(Stored records)
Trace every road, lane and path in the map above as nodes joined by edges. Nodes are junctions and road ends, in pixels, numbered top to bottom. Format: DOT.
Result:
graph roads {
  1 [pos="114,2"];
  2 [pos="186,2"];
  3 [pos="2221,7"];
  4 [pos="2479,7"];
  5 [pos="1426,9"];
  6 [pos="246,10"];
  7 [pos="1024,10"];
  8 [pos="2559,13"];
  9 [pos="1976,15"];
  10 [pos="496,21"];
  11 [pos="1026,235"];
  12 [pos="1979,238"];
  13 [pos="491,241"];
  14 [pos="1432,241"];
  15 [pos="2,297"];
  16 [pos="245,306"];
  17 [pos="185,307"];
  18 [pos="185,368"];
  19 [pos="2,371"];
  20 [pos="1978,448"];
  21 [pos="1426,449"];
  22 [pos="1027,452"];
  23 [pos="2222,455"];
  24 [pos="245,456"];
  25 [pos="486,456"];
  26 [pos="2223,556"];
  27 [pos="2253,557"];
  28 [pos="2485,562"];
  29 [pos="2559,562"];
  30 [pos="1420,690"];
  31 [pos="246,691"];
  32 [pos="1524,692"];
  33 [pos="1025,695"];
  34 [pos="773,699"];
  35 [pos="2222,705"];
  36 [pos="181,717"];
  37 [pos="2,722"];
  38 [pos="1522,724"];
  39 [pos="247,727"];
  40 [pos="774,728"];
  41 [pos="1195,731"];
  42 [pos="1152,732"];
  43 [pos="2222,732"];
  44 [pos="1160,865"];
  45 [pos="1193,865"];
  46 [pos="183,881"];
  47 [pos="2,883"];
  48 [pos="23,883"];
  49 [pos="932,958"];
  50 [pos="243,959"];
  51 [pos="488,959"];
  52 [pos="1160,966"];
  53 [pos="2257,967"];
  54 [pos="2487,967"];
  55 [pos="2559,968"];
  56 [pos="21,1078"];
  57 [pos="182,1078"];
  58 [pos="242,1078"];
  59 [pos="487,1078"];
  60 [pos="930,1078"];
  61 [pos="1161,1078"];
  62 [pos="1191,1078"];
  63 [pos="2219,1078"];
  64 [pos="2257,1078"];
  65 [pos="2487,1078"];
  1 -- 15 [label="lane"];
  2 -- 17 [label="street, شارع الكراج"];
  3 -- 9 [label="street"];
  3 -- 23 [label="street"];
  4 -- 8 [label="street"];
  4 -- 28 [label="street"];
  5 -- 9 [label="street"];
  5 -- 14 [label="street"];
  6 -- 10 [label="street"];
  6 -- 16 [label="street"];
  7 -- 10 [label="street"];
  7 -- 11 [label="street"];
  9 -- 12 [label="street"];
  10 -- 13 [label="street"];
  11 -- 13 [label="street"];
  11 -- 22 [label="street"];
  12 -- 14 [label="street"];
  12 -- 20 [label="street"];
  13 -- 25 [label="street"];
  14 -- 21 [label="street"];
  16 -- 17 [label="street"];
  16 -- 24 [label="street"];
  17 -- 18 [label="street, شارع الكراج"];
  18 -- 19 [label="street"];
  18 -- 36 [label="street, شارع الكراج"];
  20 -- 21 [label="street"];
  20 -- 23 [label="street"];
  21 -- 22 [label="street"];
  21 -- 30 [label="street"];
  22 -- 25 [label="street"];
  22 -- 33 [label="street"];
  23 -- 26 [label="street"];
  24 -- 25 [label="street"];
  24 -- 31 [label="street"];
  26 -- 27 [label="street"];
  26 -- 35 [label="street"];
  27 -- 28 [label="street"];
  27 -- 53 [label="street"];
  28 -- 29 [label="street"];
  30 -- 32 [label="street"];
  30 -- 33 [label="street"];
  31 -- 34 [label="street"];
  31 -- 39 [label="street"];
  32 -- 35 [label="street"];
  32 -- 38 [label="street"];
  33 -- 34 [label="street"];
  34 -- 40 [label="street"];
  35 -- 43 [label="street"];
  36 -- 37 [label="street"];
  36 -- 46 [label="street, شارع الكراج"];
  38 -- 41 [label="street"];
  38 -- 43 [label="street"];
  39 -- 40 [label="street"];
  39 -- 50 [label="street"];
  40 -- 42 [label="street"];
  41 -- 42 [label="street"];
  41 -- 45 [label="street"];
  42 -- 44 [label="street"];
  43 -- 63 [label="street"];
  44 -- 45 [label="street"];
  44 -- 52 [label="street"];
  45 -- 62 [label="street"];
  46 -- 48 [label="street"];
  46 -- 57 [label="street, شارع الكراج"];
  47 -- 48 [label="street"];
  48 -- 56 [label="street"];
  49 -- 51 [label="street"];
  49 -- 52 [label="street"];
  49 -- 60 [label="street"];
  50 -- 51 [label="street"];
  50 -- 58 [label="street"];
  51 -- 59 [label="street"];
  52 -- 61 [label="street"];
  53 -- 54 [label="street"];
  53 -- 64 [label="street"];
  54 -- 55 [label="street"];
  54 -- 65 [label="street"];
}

— YOUR TASK —
Keeping every word and mark as it is, print the entries above.

— ANSWER SPACE —
Trace every road, lane and path in the map above as nodes joined by edges. Nodes are junctions and road ends, in pixels, numbered top to bottom. Format: DOT.
Result:
graph roads {
  1 [pos="114,2"];
  2 [pos="186,2"];
  3 [pos="2221,7"];
  4 [pos="2479,7"];
  5 [pos="1426,9"];
  6 [pos="246,10"];
  7 [pos="1024,10"];
  8 [pos="2559,13"];
  9 [pos="1976,15"];
  10 [pos="496,21"];
  11 [pos="1026,235"];
  12 [pos="1979,238"];
  13 [pos="491,241"];
  14 [pos="1432,241"];
  15 [pos="2,297"];
  16 [pos="245,306"];
  17 [pos="185,307"];
  18 [pos="185,368"];
  19 [pos="2,371"];
  20 [pos="1978,448"];
  21 [pos="1426,449"];
  22 [pos="1027,452"];
  23 [pos="2222,455"];
  24 [pos="245,456"];
  25 [pos="486,456"];
  26 [pos="2223,556"];
  27 [pos="2253,557"];
  28 [pos="2485,562"];
  29 [pos="2559,562"];
  30 [pos="1420,690"];
  31 [pos="246,691"];
  32 [pos="1524,692"];
  33 [pos="1025,695"];
  34 [pos="773,699"];
  35 [pos="2222,705"];
  36 [pos="181,717"];
  37 [pos="2,722"];
  38 [pos="1522,724"];
  39 [pos="247,727"];
  40 [pos="774,728"];
  41 [pos="1195,731"];
  42 [pos="1152,732"];
  43 [pos="2222,732"];
  44 [pos="1160,865"];
  45 [pos="1193,865"];
  46 [pos="183,881"];
  47 [pos="2,883"];
  48 [pos="23,883"];
  49 [pos="932,958"];
  50 [pos="243,959"];
  51 [pos="488,959"];
  52 [pos="1160,966"];
  53 [pos="2257,967"];
  54 [pos="2487,967"];
  55 [pos="2559,968"];
  56 [pos="21,1078"];
  57 [pos="182,1078"];
  58 [pos="242,1078"];
  59 [pos="487,1078"];
  60 [pos="930,1078"];
  61 [pos="1161,1078"];
  62 [pos="1191,1078"];
  63 [pos="2219,1078"];
  64 [pos="2257,1078"];
  65 [pos="2487,1078"];
  1 -- 15 [label="lane"];
  2 -- 17 [label="street, شارع الكراج"];
  3 -- 9 [label="street"];
  3 -- 23 [label="street"];
  4 -- 8 [label="street"];
  4 -- 28 [label="street"];
  5 -- 9 [label="street"];
  5 -- 14 [label="street"];
  6 -- 10 [label="street"];
  6 -- 16 [label="street"];
  7 -- 10 [label="street"];
  7 -- 11 [label="street"];
  9 -- 12 [label="street"];
  10 -- 13 [label="street"];
  11 -- 13 [label="street"];
  11 -- 22 [label="street"];
  12 -- 14 [label="street"];
  12 -- 20 [label="street"];
  13 -- 25 [label="street"];
  14 -- 21 [label="street"];
  16 -- 17 [label="street"];
  16 -- 24 [label="street"];
  17 -- 18 [label="street, شارع الكراج"];
  18 -- 19 [label="street"];
  18 -- 36 [label="street, شارع الكراج"];
  20 -- 21 [label="street"];
  20 -- 23 [label="street"];
  21 -- 22 [label="street"];
  21 -- 30 [label="street"];
  22 -- 25 [label="street"];
  22 -- 33 [label="street"];
  23 -- 26 [label="street"];
  24 -- 25 [label="street"];
  24 -- 31 [label="street"];
  26 -- 27 [label="street"];
  26 -- 35 [label="street"];
  27 -- 28 [label="street"];
  27 -- 53 [label="street"];
  28 -- 29 [label="street"];
  30 -- 32 [label="street"];
  30 -- 33 [label="street"];
  31 -- 34 [label="street"];
  31 -- 39 [label="street"];
  32 -- 35 [label="street"];
  32 -- 38 [label="street"];
  33 -- 34 [label="street"];
  34 -- 40 [label="street"];
  35 -- 43 [label="street"];
  36 -- 37 [label="street"];
  36 -- 46 [label="street, شارع الكراج"];
  38 -- 41 [label="street"];
  38 -- 43 [label="street"];
  39 -- 40 [label="street"];
  39 -- 50 [label="street"];
  40 -- 42 [label="street"];
  41 -- 42 [label="street"];
  41 -- 45 [label="street"];
  42 -- 44 [label="street"];
  43 -- 63 [label="street"];
  44 -- 45 [label="street"];
  44 -- 52 [label="street"];
  45 -- 62 [label="street"];
  46 -- 48 [label="street"];
  46 -- 57 [label="street, شارع الكراج"];
  47 -- 48 [label="street"];
  48 -- 56 [label="street"];
  49 -- 51 [label="street"];
  49 -- 52 [label="street"];
  49 -- 60 [label="street"];
  50 -- 51 [label="street"];
  50 -- 58 [label="street"];
  51 -- 59 [label="street"];
  52 -- 61 [label="street"];
  53 -- 54 [label="street"];
  53 -- 64 [label="street"];
  54 -- 55 [label="street"];
  54 -- 65 [label="street"];
}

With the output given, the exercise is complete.